A prefeitura de Bauru vai instaurar sindicância para apurar as despesas com viagens patrocinadas pela Secretaria Municipal de Educação durante a gestão Tuga Angerami. Com a medida, o Executivo atende solicitação feita ontem pela Comissão de Fiscalização e Controle do Legislativo, que elaborou relatório sobre o assunto.
A assessoria de imprensa da administração informou que Angerami solicitou ontem ao presidente da comissão, João Parreira (PSDB), e ao presidente da Câmara Municipal, Paulo Madureira (PP), o envio de cópia do documento, que também será enviado ao Tribunal de Contas do Estado (TCE) para análise do órgão, e reuniu-se com a secretária de Educação, Ana Maria Daibem.

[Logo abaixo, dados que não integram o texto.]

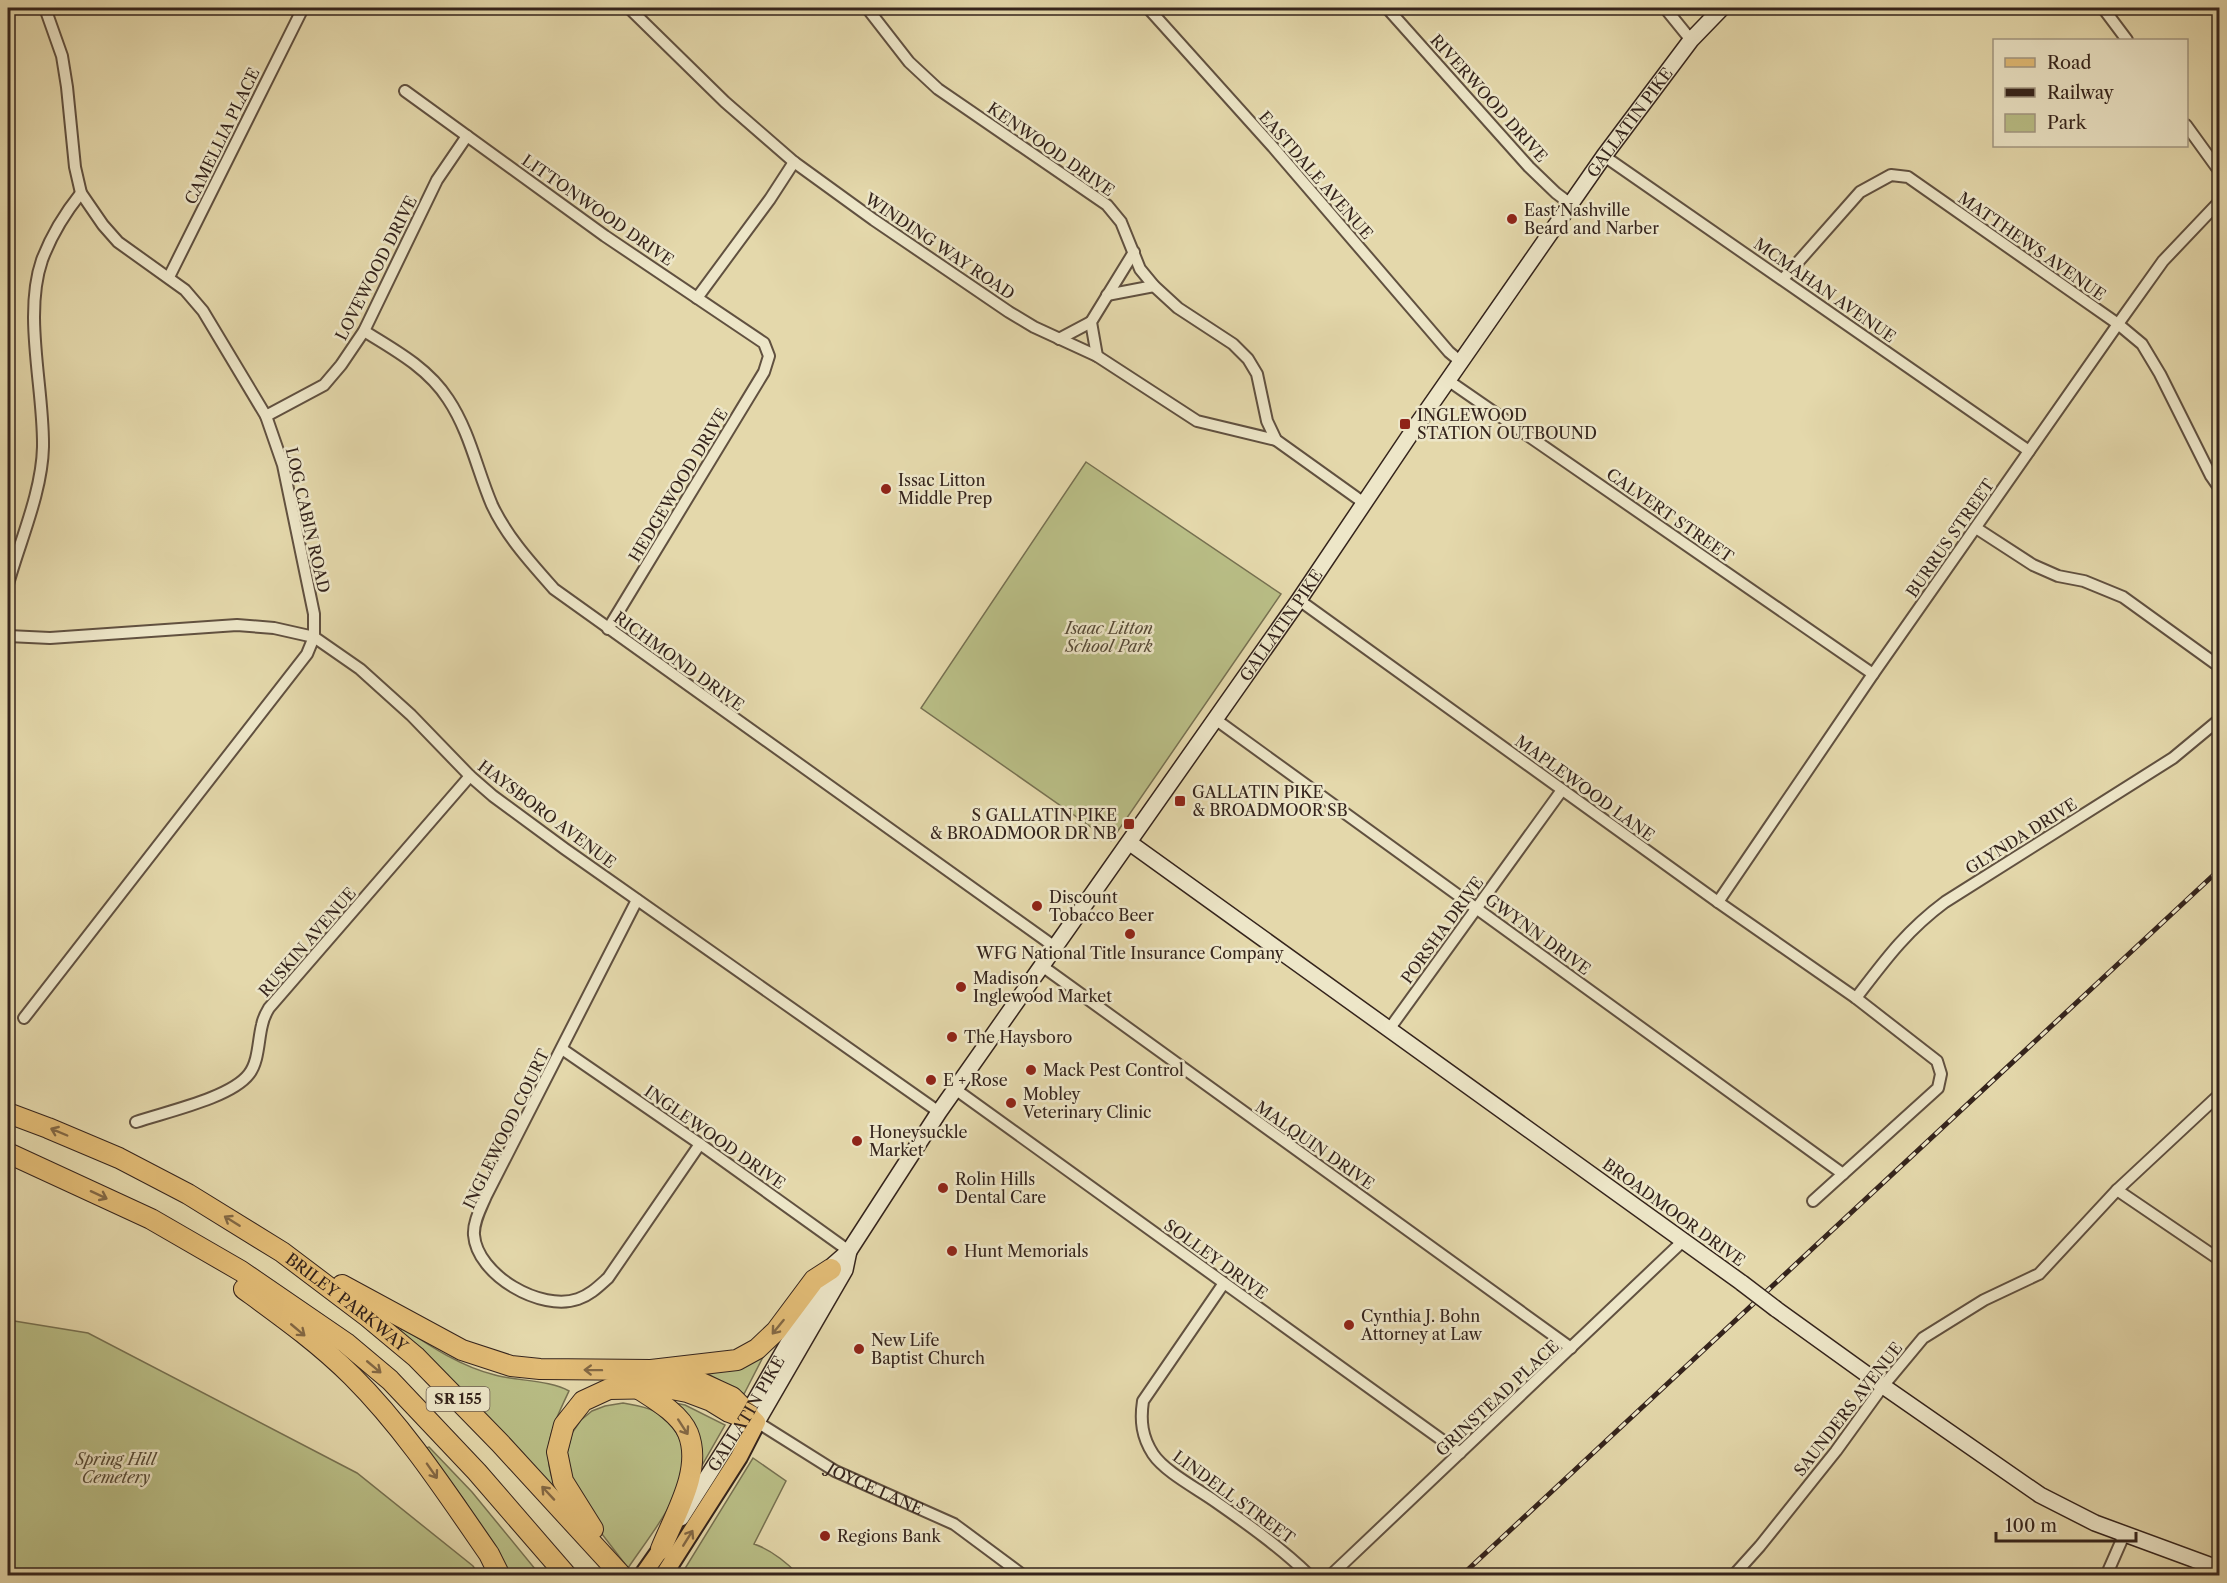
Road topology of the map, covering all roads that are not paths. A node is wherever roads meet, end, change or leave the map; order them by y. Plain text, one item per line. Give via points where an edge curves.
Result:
1 (45, 8) edge
2 (303, 8) edge
3 (629, 8) edge
4 (867, 8) edge
5 (1148, 8) edge
6 (1388, 8) edge
7 (1665, 8) edge
8 (1722, 8) edge
9 (2103, 8) edge
10 (2126, 39) edge
11 (1691, 40) junction
12 (405, 91) dead end
13 (2188, 126) edge
14 (467, 136) junction
15 (1604, 156) junction
16 (794, 162) junction
17 (2220, 172) edge
18 (81, 193) junction
19 (2220, 201) edge
20 (1572, 205) junction
21 (1134, 252) junction
22 (169, 277) junction
23 (1783, 279) junction
24 (1154, 286) junction
25 (1107, 295) junction
26 (697, 298) junction
27 (1091, 322) junction
28 (2118, 324) junction
29 (364, 331) junction
30 (1059, 339) junction
31 (769, 356) joint
32 (1097, 356) junction
33 (1461, 362) junction
34 (1449, 381) junction
35 (266, 416) junction
36 (1276, 440) junction
37 (2029, 450) junction
38 (2220, 489) edge
39 (1364, 502) junction
40 (1976, 528) junction
41 (8, 584) edge
42 (1299, 600) junction
43 (608, 629) junction
44 (8, 636) edge
45 (314, 637) junction
46 (2220, 667) edge
47 (1873, 674) junction
48 (1215, 719) junction
49 (2220, 719) edge
50 (470, 776) junction
51 (1562, 790) junction
52 (1130, 843) junction
53 (637, 900) junction
54 (1718, 902) junction
55 (1476, 907) junction
56 (1055, 947) junction
57 (1042, 966) junction
58 (1856, 998) junction
59 (24, 1018) dead end
60 (1390, 1028) junction
61 (562, 1049) junction
62 (955, 1089) junction
63 (2220, 1094) edge
64 (939, 1112) junction
65 (8, 1113) edge
66 (136, 1122) dead end
67 (700, 1144) junction
68 (8, 1153) edge
69 (1843, 1174) junction
70 (2117, 1190) junction
71 (1812, 1201) dead end
72 (151, 1219) junction
73 (1683, 1241) junction
74 (849, 1251) junction
75 (282, 1252) junction
76 (2220, 1260) edge
77 (831, 1269) junction
78 (1224, 1283) junction
79 (1571, 1348) junction
80 (651, 1370) junction
81 (1883, 1386) junction
82 (639, 1389) junction
83 (750, 1418) junction
84 (1460, 1453) junction
85 (2124, 1535) junction
86 (668, 1554) junction
87 (2220, 1569) edge
88 (619, 1571) edge
89 (500, 1575) edge
90 (567, 1575) edge
91 (642, 1575) edge
92 (663, 1575) edge
93 (1024, 1575) edge
94 (1310, 1575) edge
95 (1330, 1575) edge
96 (1733, 1575) edge
97 (2106, 1575) edge

1 - 18 street, LOG CABIN ROAD via 62,56
2 - 22 street, CAMELLIA PLACE
3 - 16 street, WINDING WAY ROAD via 725,102
4 - 21 street, KENWOOD DRIVE via 909,62 939,88 1107,205 1121,222
5 - 33 street, EASTDALE AVENUE
6 - 20 street, RIVERWOOD DRIVE via 1529,167
7 - 11 street
8 - 11 main road, GALLATIN PIKE
9 - 10 street
11 - 15 main road, GALLATIN PIKE
12 - 14 street, LITTONWOOD DRIVE
13 - 17 street
14 - 26 street, LITTONWOOD DRIVE
14 - 29 street, LOVEWOOD DRIVE via 437,180
15 - 20 main road, GALLATIN PIKE
15 - 23 street, MCMAHAN AVENUE
16 - 26 street
16 - 30 street, WINDING WAY ROAD via 1009,312
18 - 22 street, LOG CABIN ROAD via 118,242
18 - 41 street via 52,238 37,285 41,472
19 - 28 street, BURRUS STREET via 2163,261
20 - 33 main road, GALLATIN PIKE
21 - 24 street, KENWOOD DRIVE via 1140,269
21 - 25 street
22 - 35 street, LOG CABIN ROAD via 202,311
23 - 28 street, MATTHEWS AVENUE via 1860,192 1891,175 1908,177
23 - 37 street, MCMAHAN AVENUE
24 - 25 street
24 - 36 street, KENWOOD DRIVE via 1248,359 1257,374 1267,422
25 - 27 street
26 - 31 street, LITTONWOOD DRIVE via 764,343
27 - 30 street
27 - 32 street
28 - 37 street, BURRUS STREET
28 - 38 street, MATTHEWS AVENUE via 2142,344
29 - 35 street, LOVEWOOD DRIVE via 324,385
29 - 43 street, RICHMOND DRIVE via 426,372 448,398 465,431 492,505 510,537 554,589
30 - 32 street, WINDING WAY ROAD
31 - 43 street, HEDGEWOOD DRIVE via 765,372
32 - 36 street, WINDING WAY ROAD via 1197,421
33 - 34 main road, GALLATIN PIKE
34 - 39 main road, GALLATIN PIKE
34 - 47 street, CALVERT STREET
35 - 45 street, LOG CABIN ROAD via 283,465 296,523 314,614
36 - 39 street
37 - 40 street, BURRUS STREET
39 - 42 main road, GALLATIN PIKE
40 - 46 street via 2032,564 2123,597
40 - 47 street, BURRUS STREET
42 - 48 main road, GALLATIN PIKE
42 - 51 street, MAPLEWOOD LANE
43 - 56 street, RICHMOND DRIVE
44 - 45 street, HAYSBORO AVENUE via 60,637 237,625
45 - 50 street, HAYSBORO AVENUE via 360,669
45 - 59 street via 307,654
47 - 54 street, BURRUS STREET
48 - 52 main road, GALLATIN PIKE
48 - 55 street, GWYNN DRIVE
49 - 58 street, GLYNDA DRIVE via 2173,758 1920,921
50 - 53 street, HAYSBORO AVENUE
50 - 66 street, RUSKIN AVENUE via 268,1008 250,1073 215,1097
51 - 54 street, MAPLEWOOD LANE
51 - 55 street, PORSHA DRIVE
52 - 56 main road, GALLATIN PIKE
52 - 60 main road, BROADMOOR DRIVE
53 - 61 street, INGLEWOOD COURT
53 - 64 street, HAYSBORO AVENUE
54 - 58 street, MAPLEWOOD LANE
55 - 60 street, PORSHA DRIVE
55 - 69 street, GWYNN DRIVE
56 - 57 main road, GALLATIN PIKE
57 - 62 main road, GALLATIN PIKE
57 - 79 street, MALQUIN DRIVE
58 - 69 street, MAPLEWOOD LANE via 1926,1050 1937,1061 1941,1074 1938,1088
60 - 73 main road, BROADMOOR DRIVE
61 - 67 street, INGLEWOOD DRIVE
61 - 67 street, INGLEWOOD COURT via 477,1216 474,1235 479,1253 506,1282 541,1300 576,1300 592,1292 608,1278
62 - 64 main road, GALLATIN PIKE
62 - 78 street, SOLLEY DRIVE
63 - 70 street, SAUNDERS AVENUE
64 - 74 main road, GALLATIN PIKE
75 -> 65 highway, BRILEY PARKWAY / SR 155 via 129,1163
67 - 74 street, INGLEWOOD DRIVE
68 -> 72 highway, BRILEY PARKWAY / SR 155
69 - 71 street, MAPLEWOOD LANE
70 - 76 street
70 - 81 street, SAUNDERS AVENUE via 2039,1274 1984,1299 1923,1338
72 -> 89 highway via 296,1327 351,1375 426,1463
72 -> 90 highway, BRILEY PARKWAY / SR 155 via 242,1271 346,1343 390,1380
73 - 79 street, GRINSTEAD PLACE
73 - 81 main road, BROADMOOR DRIVE, bridge
74 - 77 main road, GALLATIN PIKE
74 - 83 main road, GALLATIN PIKE via 845,1270
80 -> 75 highway via 511,1366 462,1350
88 -> 75 highway, BRILEY PARKWAY / SR 155 via 416,1357
77 -> 80 highway via 814,1280 758,1349 737,1360
77 - 83 main road, GALLATIN PIKE
78 - 84 street, SOLLEY DRIVE
78 - 94 street, LINDELL STREET via 1143,1401 1144,1435 1154,1456 1169,1469 1259,1531
79 - 84 street, GRINSTEAD PLACE
80 - 83 highway via 695,1380 732,1396
81 - 85 main road, BROADMOOR DRIVE via 2040,1495
81 - 96 street, SAUNDERS AVENUE via 1836,1451
82 - 83 highway via 687,1392
82 -> 86 highway via 678,1418 688,1432 693,1453
82 - 88 highway via 609,1389 583,1401 564,1425 557,1452 563,1481
83 - 86 main road, GALLATIN PIKE via 739,1457
83 - 93 street, JOYCE LANE via 835,1471 954,1524
84 - 95 street, GRINSTEAD PLACE
85 - 87 main road, BROADMOOR DRIVE
85 - 97 street
86 - 91 main road, GALLATIN PIKE
86 - 92 main road, GALLATIN PIKE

Durante o encontro, acrescentou a assessoria, Daibem pediu ao chefe do Executivo que determine à Corregedoria Administrativa a abertura de sindicância para investigar o caso e manifestou seu desejo de que não restem dúvidas sobre os procedimentos adotados pela secretaria em relação a viagens destinadas a participação de servidores em eventos científicos e culturais. Angerami aceitou a solicitação e determinará à Corregedoria a adoção dos procedimentos necessários para a realização da sindicância.
No relatório, elaborado pelo vereador Primo Mangialardo (PV), o parlamentar verde enumerou uma série de despesas “estranhas” da secretaria. Um dos fatos mais questionados é a freqüência com que um pequeno número de pessoas da pasta participaram das viagens, que se espalham entre vários municípios do País, como Natal (RN), Rio de Janeiro (RJ), Porto Alegre (RS), Caruaru (PE), Vitória (ES), Águas de Lindóia (SP) e dezenas de outras localidades.
O documento lista os nomes dos cinco maiores “viajantes”, sendo que apenas um deles viajou 23 vezes, seguidos de perto por outros dois com 21 viagens, um com 19 viagens e outro com 15. Mangialardo também apontou gastos que chamam a atenção pela diferenciação dos valores e destinos e falhas nos relatórios de controle de viaturas e em prestações de contas.